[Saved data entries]
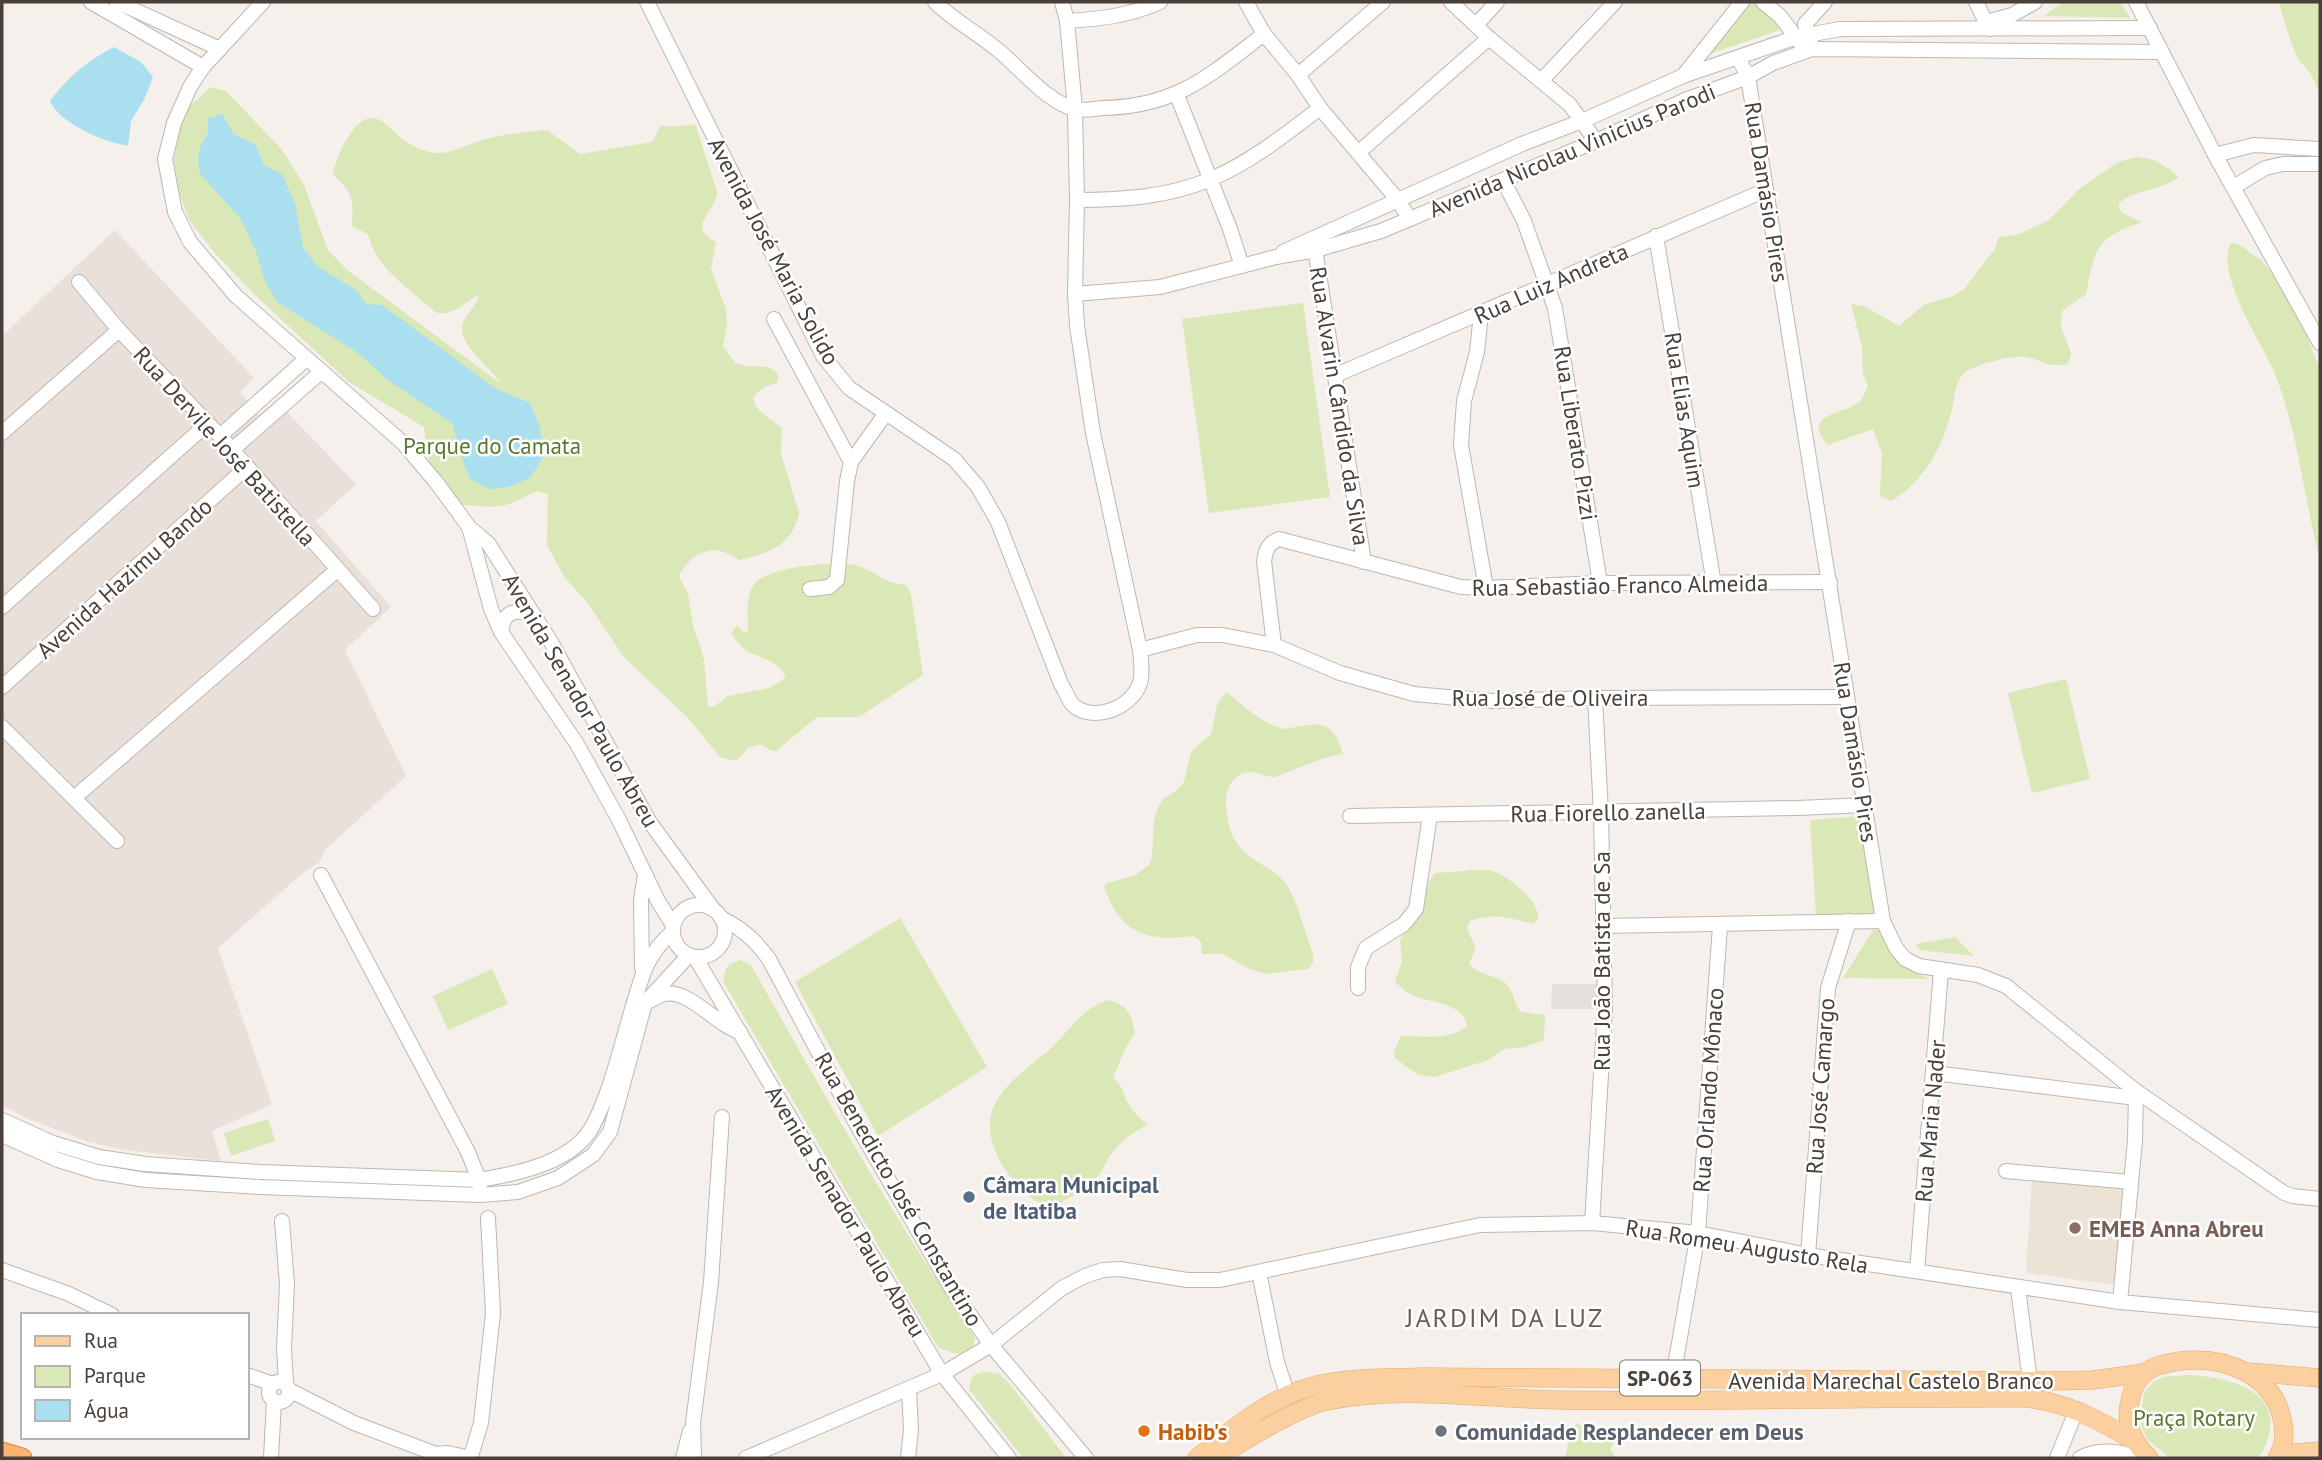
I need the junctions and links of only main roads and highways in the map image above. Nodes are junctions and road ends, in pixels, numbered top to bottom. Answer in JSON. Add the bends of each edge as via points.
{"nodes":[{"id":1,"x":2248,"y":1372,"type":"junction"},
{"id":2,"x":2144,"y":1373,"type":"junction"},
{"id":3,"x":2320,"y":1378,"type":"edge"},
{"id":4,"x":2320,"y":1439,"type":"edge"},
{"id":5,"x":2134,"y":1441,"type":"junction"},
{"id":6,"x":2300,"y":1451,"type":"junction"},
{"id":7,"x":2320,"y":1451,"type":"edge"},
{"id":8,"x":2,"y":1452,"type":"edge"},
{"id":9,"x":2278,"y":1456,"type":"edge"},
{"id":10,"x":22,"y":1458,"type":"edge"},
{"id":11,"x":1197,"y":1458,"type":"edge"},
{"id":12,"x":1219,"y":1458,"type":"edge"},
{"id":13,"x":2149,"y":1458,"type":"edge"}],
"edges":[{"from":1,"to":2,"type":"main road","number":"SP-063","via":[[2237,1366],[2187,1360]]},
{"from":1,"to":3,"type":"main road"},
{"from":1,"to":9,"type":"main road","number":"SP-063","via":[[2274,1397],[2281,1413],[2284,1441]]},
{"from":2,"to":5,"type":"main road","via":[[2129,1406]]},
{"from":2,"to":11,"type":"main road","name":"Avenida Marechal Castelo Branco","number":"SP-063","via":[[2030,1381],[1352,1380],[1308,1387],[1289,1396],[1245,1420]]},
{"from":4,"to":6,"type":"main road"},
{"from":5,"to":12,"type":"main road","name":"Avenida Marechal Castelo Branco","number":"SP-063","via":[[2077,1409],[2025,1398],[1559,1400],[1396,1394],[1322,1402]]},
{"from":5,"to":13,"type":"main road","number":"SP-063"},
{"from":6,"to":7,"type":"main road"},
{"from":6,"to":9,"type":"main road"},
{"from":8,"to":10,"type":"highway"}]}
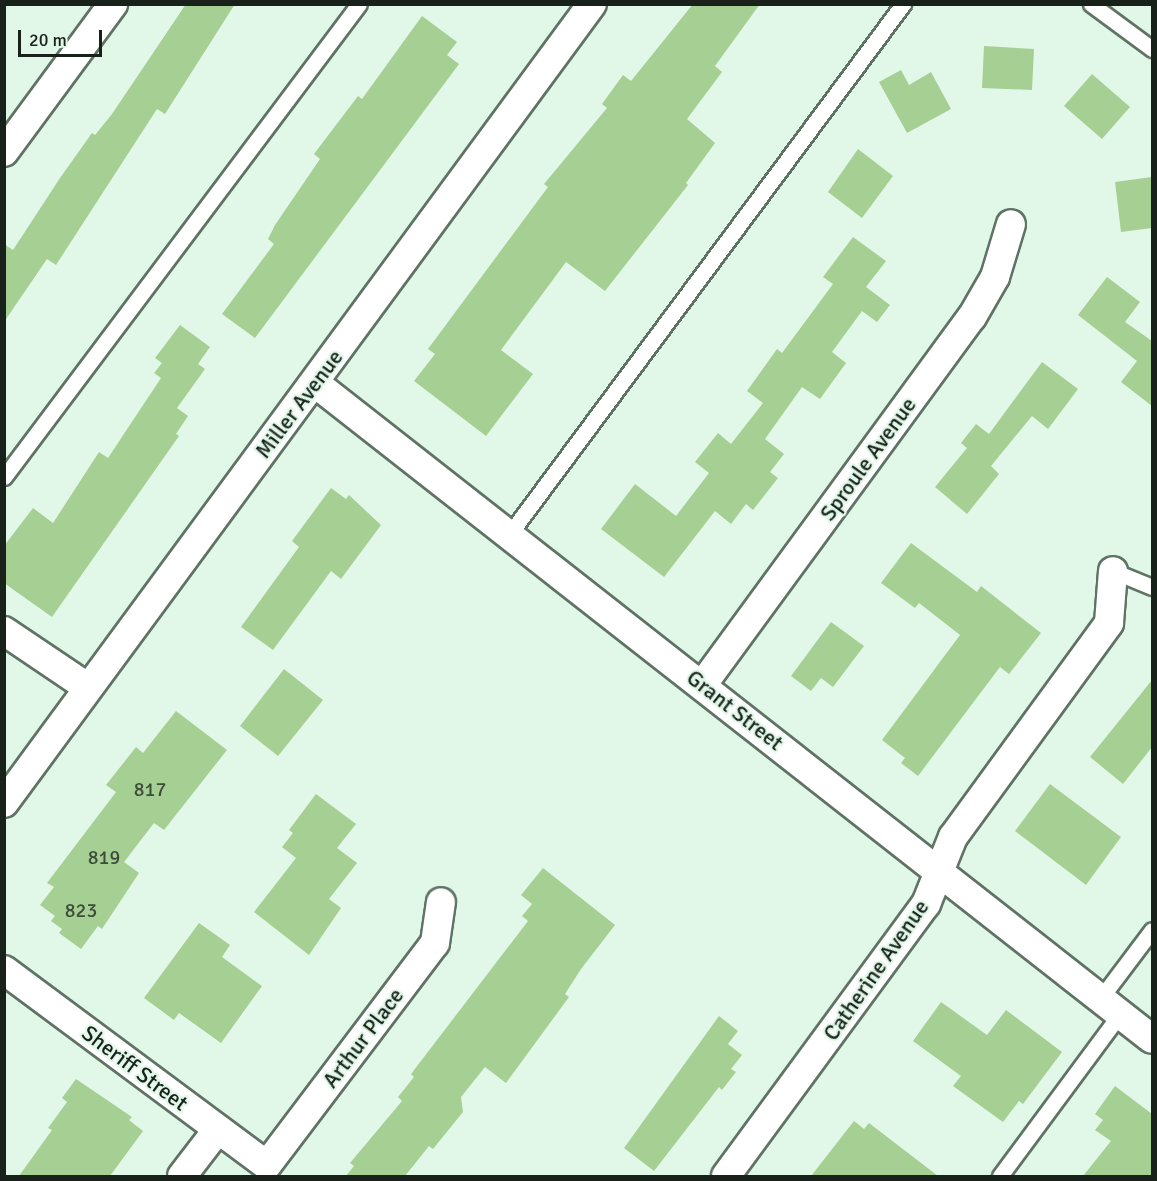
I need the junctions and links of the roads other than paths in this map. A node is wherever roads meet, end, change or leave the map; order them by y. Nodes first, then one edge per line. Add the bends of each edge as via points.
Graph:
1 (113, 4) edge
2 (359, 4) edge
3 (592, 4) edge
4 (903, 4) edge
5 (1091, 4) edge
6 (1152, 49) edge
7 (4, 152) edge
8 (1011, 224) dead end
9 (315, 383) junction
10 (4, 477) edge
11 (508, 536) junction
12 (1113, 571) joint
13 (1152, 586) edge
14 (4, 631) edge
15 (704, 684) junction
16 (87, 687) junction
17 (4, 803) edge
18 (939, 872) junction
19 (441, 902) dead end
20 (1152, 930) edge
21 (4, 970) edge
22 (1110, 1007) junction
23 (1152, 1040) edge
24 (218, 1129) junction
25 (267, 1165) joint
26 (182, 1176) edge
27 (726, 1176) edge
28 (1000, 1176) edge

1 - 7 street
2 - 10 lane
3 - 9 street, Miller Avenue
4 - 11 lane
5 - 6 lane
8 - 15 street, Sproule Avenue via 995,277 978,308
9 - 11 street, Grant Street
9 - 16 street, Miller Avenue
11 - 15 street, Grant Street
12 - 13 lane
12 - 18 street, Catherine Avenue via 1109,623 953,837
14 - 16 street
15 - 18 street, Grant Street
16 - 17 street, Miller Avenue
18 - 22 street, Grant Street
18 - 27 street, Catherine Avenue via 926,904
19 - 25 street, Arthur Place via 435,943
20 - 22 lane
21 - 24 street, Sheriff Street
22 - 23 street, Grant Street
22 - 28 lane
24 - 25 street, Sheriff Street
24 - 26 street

- WHAT THE EXERCISE ASKS:
Return the lines above exactly; the images are not part of the copy.

- ANSWER TO THIS TASK:
I need the junctions and links of only main roads and highways in the map image above. Nodes are junctions and road ends, in pixels, numbered top to bottom. Answer in JSON. Add the bends of each edge as via points.
{"nodes":[{"id":1,"x":2248,"y":1372,"type":"junction"},
{"id":2,"x":2144,"y":1373,"type":"junction"},
{"id":3,"x":2320,"y":1378,"type":"edge"},
{"id":4,"x":2320,"y":1439,"type":"edge"},
{"id":5,"x":2134,"y":1441,"type":"junction"},
{"id":6,"x":2300,"y":1451,"type":"junction"},
{"id":7,"x":2320,"y":1451,"type":"edge"},
{"id":8,"x":2,"y":1452,"type":"edge"},
{"id":9,"x":2278,"y":1456,"type":"edge"},
{"id":10,"x":22,"y":1458,"type":"edge"},
{"id":11,"x":1197,"y":1458,"type":"edge"},
{"id":12,"x":1219,"y":1458,"type":"edge"},
{"id":13,"x":2149,"y":1458,"type":"edge"}],
"edges":[{"from":1,"to":2,"type":"main road","number":"SP-063","via":[[2237,1366],[2187,1360]]},
{"from":1,"to":3,"type":"main road"},
{"from":1,"to":9,"type":"main road","number":"SP-063","via":[[2274,1397],[2281,1413],[2284,1441]]},
{"from":2,"to":5,"type":"main road","via":[[2129,1406]]},
{"from":2,"to":11,"type":"main road","name":"Avenida Marechal Castelo Branco","number":"SP-063","via":[[2030,1381],[1352,1380],[1308,1387],[1289,1396],[1245,1420]]},
{"from":4,"to":6,"type":"main road"},
{"from":5,"to":12,"type":"main road","name":"Avenida Marechal Castelo Branco","number":"SP-063","via":[[2077,1409],[2025,1398],[1559,1400],[1396,1394],[1322,1402]]},
{"from":5,"to":13,"type":"main road","number":"SP-063"},
{"from":6,"to":7,"type":"main road"},
{"from":6,"to":9,"type":"main road"},
{"from":8,"to":10,"type":"highway"}]}
I need the junctions and links of the roads other than paths in this map. A node is wherever roads meet, end, change or leave the map; order them by y. Nodes first, then one edge per line. Add the bends of each edge as via points.
Graph:
1 (113, 4) edge
2 (359, 4) edge
3 (592, 4) edge
4 (903, 4) edge
5 (1091, 4) edge
6 (1152, 49) edge
7 (4, 152) edge
8 (1011, 224) dead end
9 (315, 383) junction
10 (4, 477) edge
11 (508, 536) junction
12 (1113, 571) joint
13 (1152, 586) edge
14 (4, 631) edge
15 (704, 684) junction
16 (87, 687) junction
17 (4, 803) edge
18 (939, 872) junction
19 (441, 902) dead end
20 (1152, 930) edge
21 (4, 970) edge
22 (1110, 1007) junction
23 (1152, 1040) edge
24 (218, 1129) junction
25 (267, 1165) joint
26 (182, 1176) edge
27 (726, 1176) edge
28 (1000, 1176) edge

1 - 7 street
2 - 10 lane
3 - 9 street, Miller Avenue
4 - 11 lane
5 - 6 lane
8 - 15 street, Sproule Avenue via 995,277 978,308
9 - 11 street, Grant Street
9 - 16 street, Miller Avenue
11 - 15 street, Grant Street
12 - 13 lane
12 - 18 street, Catherine Avenue via 1109,623 953,837
14 - 16 street
15 - 18 street, Grant Street
16 - 17 street, Miller Avenue
18 - 22 street, Grant Street
18 - 27 street, Catherine Avenue via 926,904
19 - 25 street, Arthur Place via 435,943
20 - 22 lane
21 - 24 street, Sheriff Street
22 - 23 street, Grant Street
22 - 28 lane
24 - 25 street, Sheriff Street
24 - 26 street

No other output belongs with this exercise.